Provided records:

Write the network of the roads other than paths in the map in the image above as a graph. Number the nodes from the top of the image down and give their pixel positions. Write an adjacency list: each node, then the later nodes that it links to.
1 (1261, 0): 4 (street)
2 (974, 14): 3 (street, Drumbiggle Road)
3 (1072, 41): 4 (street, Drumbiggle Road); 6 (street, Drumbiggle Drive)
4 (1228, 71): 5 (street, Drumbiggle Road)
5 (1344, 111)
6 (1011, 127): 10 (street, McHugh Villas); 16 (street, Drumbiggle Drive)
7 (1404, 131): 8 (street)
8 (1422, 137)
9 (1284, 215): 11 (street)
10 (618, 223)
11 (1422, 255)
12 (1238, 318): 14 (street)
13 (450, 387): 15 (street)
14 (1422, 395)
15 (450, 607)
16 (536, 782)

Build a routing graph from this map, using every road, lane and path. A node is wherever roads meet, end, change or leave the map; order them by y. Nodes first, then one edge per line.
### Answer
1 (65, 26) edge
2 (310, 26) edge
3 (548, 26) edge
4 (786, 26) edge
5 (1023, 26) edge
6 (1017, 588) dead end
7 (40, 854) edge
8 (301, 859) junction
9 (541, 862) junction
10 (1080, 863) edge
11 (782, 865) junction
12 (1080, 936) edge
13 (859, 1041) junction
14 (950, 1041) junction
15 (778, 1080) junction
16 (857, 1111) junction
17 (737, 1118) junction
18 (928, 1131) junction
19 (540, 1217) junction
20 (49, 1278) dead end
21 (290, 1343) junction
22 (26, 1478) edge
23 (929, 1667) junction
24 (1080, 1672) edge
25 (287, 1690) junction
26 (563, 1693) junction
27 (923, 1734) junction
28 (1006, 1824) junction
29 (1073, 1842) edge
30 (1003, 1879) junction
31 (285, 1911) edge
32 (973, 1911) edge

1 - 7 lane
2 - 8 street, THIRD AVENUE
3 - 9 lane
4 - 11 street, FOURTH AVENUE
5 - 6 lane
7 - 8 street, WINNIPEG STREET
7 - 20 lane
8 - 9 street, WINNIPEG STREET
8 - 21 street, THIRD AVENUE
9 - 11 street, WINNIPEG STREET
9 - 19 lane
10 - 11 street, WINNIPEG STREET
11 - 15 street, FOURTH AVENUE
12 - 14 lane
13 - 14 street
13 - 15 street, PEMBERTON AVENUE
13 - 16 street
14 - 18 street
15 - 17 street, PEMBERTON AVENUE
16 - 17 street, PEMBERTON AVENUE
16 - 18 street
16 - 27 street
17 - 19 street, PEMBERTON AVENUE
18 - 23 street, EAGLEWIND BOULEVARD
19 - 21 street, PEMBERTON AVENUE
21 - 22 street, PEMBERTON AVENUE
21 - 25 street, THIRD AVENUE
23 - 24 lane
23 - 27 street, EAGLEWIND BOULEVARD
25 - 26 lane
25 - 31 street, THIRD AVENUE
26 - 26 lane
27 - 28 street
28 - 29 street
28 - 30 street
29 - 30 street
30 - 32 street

What to do: Write the records out once more. Change nothing.

Response to the exercise:
Write the network of the roads other than paths in the map in the image above as a graph. Number the nodes from the top of the image down and give their pixel positions. Write an adjacency list: each node, then the later nodes that it links to.
1 (1261, 0): 4 (street)
2 (974, 14): 3 (street, Drumbiggle Road)
3 (1072, 41): 4 (street, Drumbiggle Road); 6 (street, Drumbiggle Drive)
4 (1228, 71): 5 (street, Drumbiggle Road)
5 (1344, 111)
6 (1011, 127): 10 (street, McHugh Villas); 16 (street, Drumbiggle Drive)
7 (1404, 131): 8 (street)
8 (1422, 137)
9 (1284, 215): 11 (street)
10 (618, 223)
11 (1422, 255)
12 (1238, 318): 14 (street)
13 (450, 387): 15 (street)
14 (1422, 395)
15 (450, 607)
16 (536, 782)

Build a routing graph from this map, using every road, lane and path. A node is wherever roads meet, end, change or leave the map; order them by y. Nodes first, then one edge per line.
### Answer
1 (65, 26) edge
2 (310, 26) edge
3 (548, 26) edge
4 (786, 26) edge
5 (1023, 26) edge
6 (1017, 588) dead end
7 (40, 854) edge
8 (301, 859) junction
9 (541, 862) junction
10 (1080, 863) edge
11 (782, 865) junction
12 (1080, 936) edge
13 (859, 1041) junction
14 (950, 1041) junction
15 (778, 1080) junction
16 (857, 1111) junction
17 (737, 1118) junction
18 (928, 1131) junction
19 (540, 1217) junction
20 (49, 1278) dead end
21 (290, 1343) junction
22 (26, 1478) edge
23 (929, 1667) junction
24 (1080, 1672) edge
25 (287, 1690) junction
26 (563, 1693) junction
27 (923, 1734) junction
28 (1006, 1824) junction
29 (1073, 1842) edge
30 (1003, 1879) junction
31 (285, 1911) edge
32 (973, 1911) edge

1 - 7 lane
2 - 8 street, THIRD AVENUE
3 - 9 lane
4 - 11 street, FOURTH AVENUE
5 - 6 lane
7 - 8 street, WINNIPEG STREET
7 - 20 lane
8 - 9 street, WINNIPEG STREET
8 - 21 street, THIRD AVENUE
9 - 11 street, WINNIPEG STREET
9 - 19 lane
10 - 11 street, WINNIPEG STREET
11 - 15 street, FOURTH AVENUE
12 - 14 lane
13 - 14 street
13 - 15 street, PEMBERTON AVENUE
13 - 16 street
14 - 18 street
15 - 17 street, PEMBERTON AVENUE
16 - 17 street, PEMBERTON AVENUE
16 - 18 street
16 - 27 street
17 - 19 street, PEMBERTON AVENUE
18 - 23 street, EAGLEWIND BOULEVARD
19 - 21 street, PEMBERTON AVENUE
21 - 22 street, PEMBERTON AVENUE
21 - 25 street, THIRD AVENUE
23 - 24 lane
23 - 27 street, EAGLEWIND BOULEVARD
25 - 26 lane
25 - 31 street, THIRD AVENUE
26 - 26 lane
27 - 28 street
28 - 29 street
28 - 30 street
29 - 30 street
30 - 32 street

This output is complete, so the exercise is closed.